Passing an address or a pointer to C function

Question

In the following two pieces of code, I don't get why the latter one gives a segmentation fault. I apparently wrongly assume that I'm passing an address in both cases... A pointer is an address right?

So this one works:

#include<iostream>
using namespace std;
int test(char *a) {
        *a = *a + 15;
        return 0;
}
int main() {
        char b;
        b = 'c';
        cout << b;
        test(&b);
        cout << b;
}

It outputs:

r

But this one gives segmentation fault, why?:

...

int test(char *a) {
        *a = *a + 15;
        return 0;
}

int main() {
        char *b;
        *b = 'c';
        cout << b;
        test(b);
        cout << *b;
}

Answer 1

Because memory for b isnt allocate here:

char *b;

Examples works:

char *b = (char*)malloc(sizeof(char));
*b = 'a';

char a = 'a';
char *b = &a;

//C++ only
char *b = new char[1];
*b = 'a';

Answer 2

But this one gives segmentation fault, why?

b - it is a pointer to address in memory.
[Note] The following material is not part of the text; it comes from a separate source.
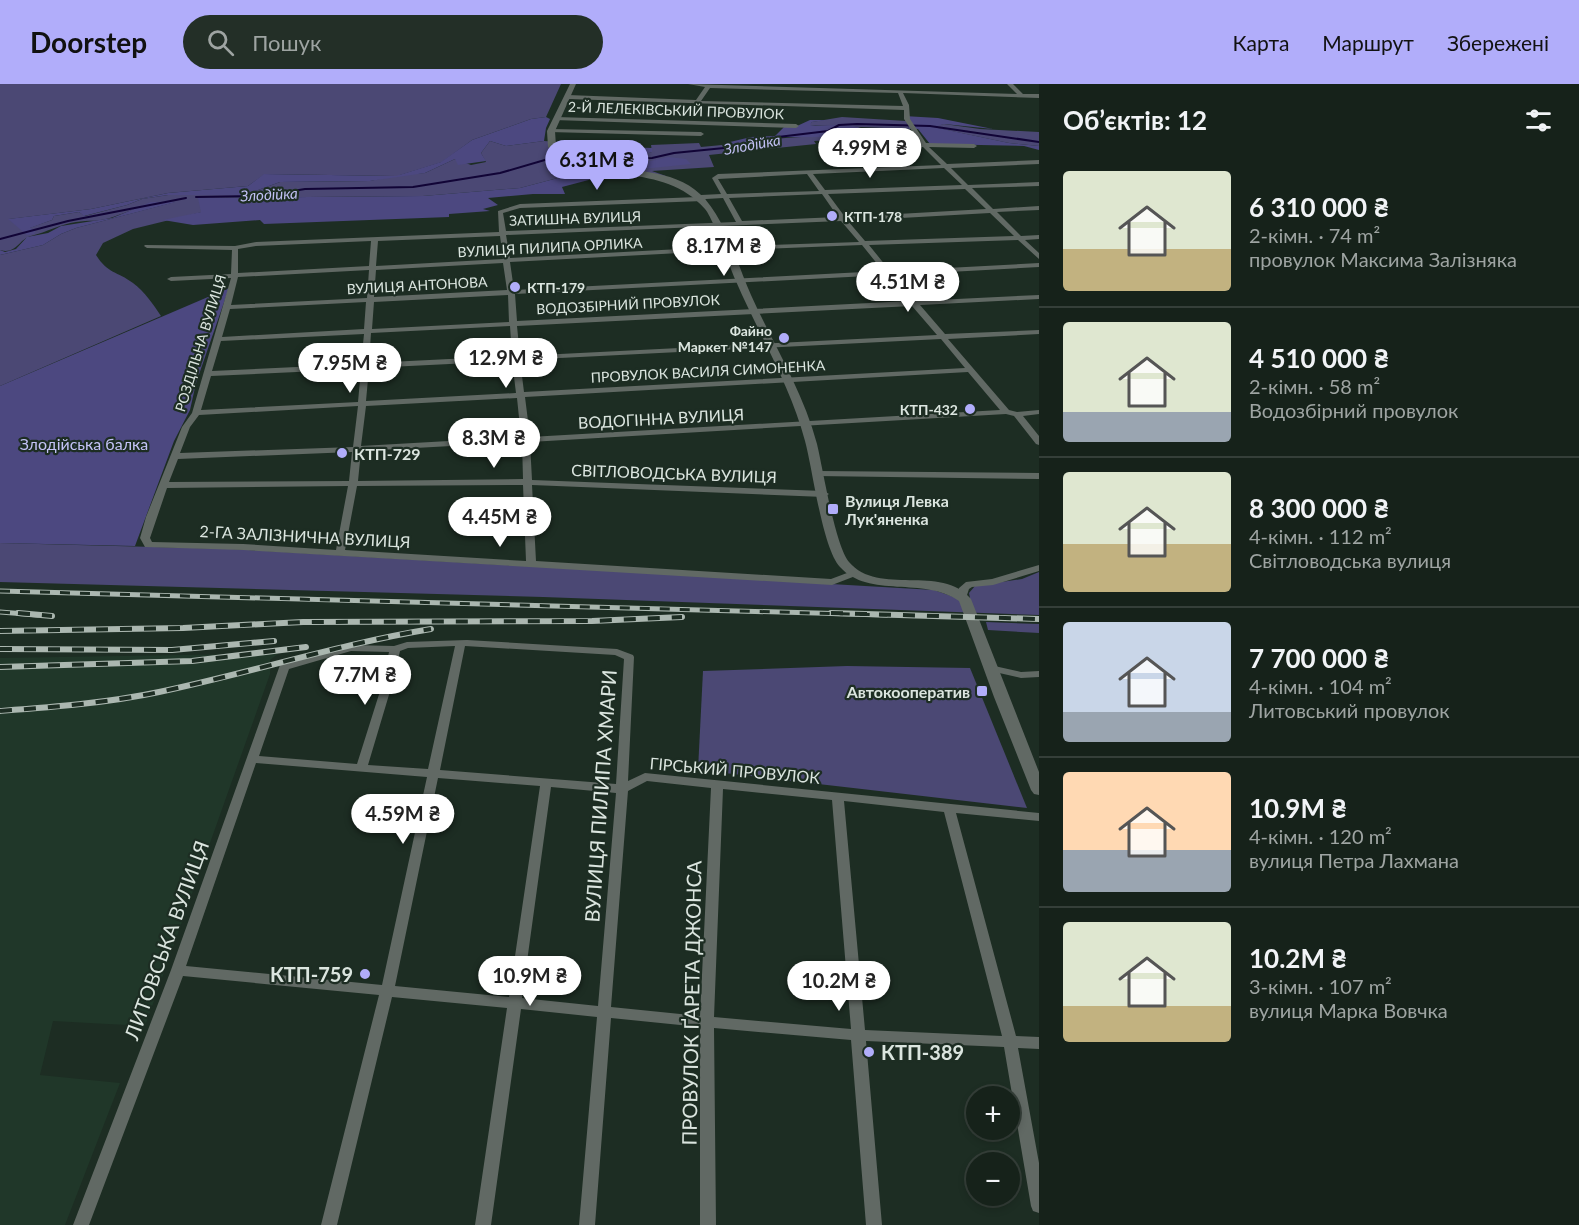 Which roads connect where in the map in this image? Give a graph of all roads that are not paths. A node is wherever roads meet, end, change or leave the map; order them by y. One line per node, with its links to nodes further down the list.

In line *b = 'c'; you are assigning to not initialized area some value. To avoid it you should understand that before to assign any value in pointer you should initialize refer for b.

    char *b;
    /*-------*/
    char bb;
    b = &bb;
    /*-------*/
    *b = 'c';
    cout << b;
    test(b);
    cout << *b;

Answer 3

Because defining a pointer does not mean that the memory is allocated for your program.

 char *b;
 *b = 'c';

This is undefined behavior since the pointer can point to anything.

There are two ways to fix this.

char *b;
char ch = 'c';
*b = &ch; // taking the address of ch

Now b is pointing to the statically allocated ch.
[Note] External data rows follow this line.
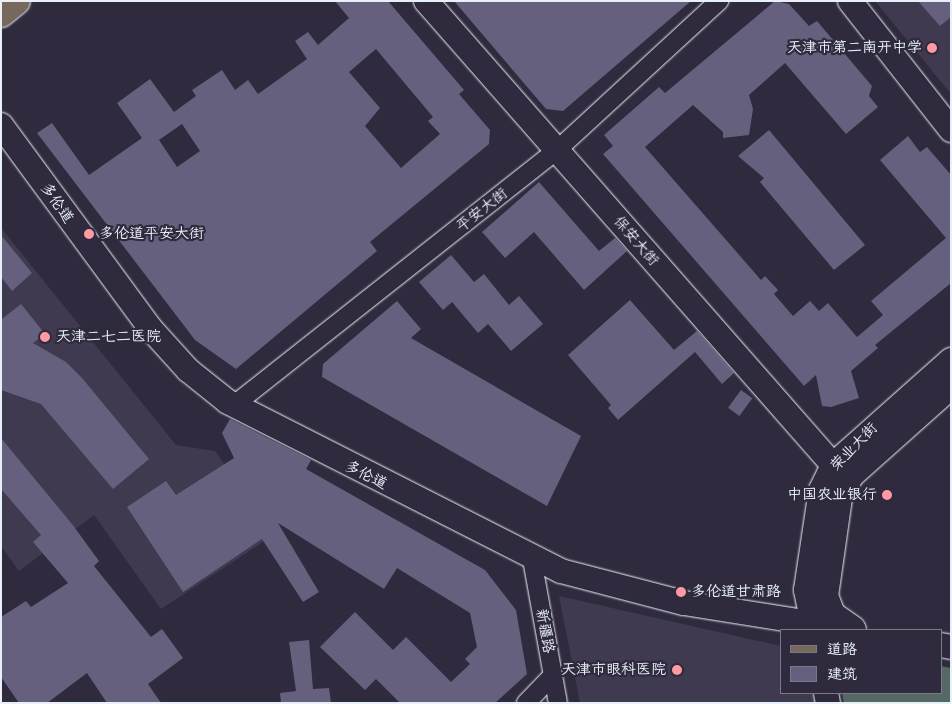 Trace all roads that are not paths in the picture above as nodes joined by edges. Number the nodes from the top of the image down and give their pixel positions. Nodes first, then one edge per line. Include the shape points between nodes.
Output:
1 (16, 1) edge
2 (426, 1) edge
3 (719, 1) edge
4 (850, 1) edge
5 (1, 14) edge
6 (1, 124) edge
7 (951, 130) edge
8 (556, 151) junction
9 (951, 360) edge
10 (951, 387) edge
11 (234, 405) junction
12 (842, 470) junction
13 (532, 559) junction
14 (813, 627) edge
15 (841, 629) edge
16 (854, 629) edge
17 (552, 676) junction
18 (526, 703) edge
19 (558, 703) edge

1 - 5 main road
2 - 8 street, 保安大街
3 - 8 street, 平安大街
4 - 7 street
6 - 11 street, 多伦道 via 150,328 188,370
8 - 11 street, 平安大街
8 - 12 street, 保安大街
9 - 12 street, 荣业大街
10 - 12 street, 荣业大街
11 - 13 street, 多伦道
12 - 14 street, 荣业大街 via 820,490 806,590
12 - 16 street, 荣业大街 via 826,596 833,614
13 - 14 street, 多伦道 via 584,579 684,603
13 - 17 street, 新疆路
14 - 15 street, 多伦道
17 - 18 street
17 - 19 street, 新疆路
There is a way with dynamic allocation.

char *b = malloc(sizeof(char));
*b = 'c';
free(b);

Answer 4

The problem as @Some programmer dude already mentioned: In the second example the variable b is a pointer and it points to an undefined address. However the best way to declare and initialize a pointer is like this:

char *b = NULL;

In the first example the variable b is saved/lies on the stack. You can use it. On the second example, like mentioned, you have only a pointer. If you want to use a pointer in this context you have two options:

1. Use a local (stack variable) and assign the address to the pointer like this:

   char a = 'c';
   char *b = &a;
   

2. Use the heap. So get memory from the heap to use your char-pointer. This means the char-pointer points to an address on the heap:

   char *b = malloc(sizeof(char) * 1); // allocate space on the heap
   b[0] = 'c' // or *b = 'c'
   ... // do some stuff and then
   free(b); // don't forget to free your allocated space
   

Answer 5

In C and C++, declaring a pointer does not mean that the variable points to a valid memory address. Think a pointer as an address card, the sole purpose of it is telling you the address of a memory block (in heap).

It is your responsibility to make sure that address pointed by your pointer variable is a valid memory block. How do you make a memory block a valid allocated space? Well, you use one of the malloc family functions or the new keyword (C++ only).

char *c; // Just an address somewhere
c = malloc(10); // Now, the address pointed by c is a 10 byte long memory block
.....
.....

free(c); // return the allocated memory to OS when you are done

In your code, you do not allocate memory for your pointer. Where does it point to? Is the address pointed by your uninitialised pointer variable a valid memory block? No.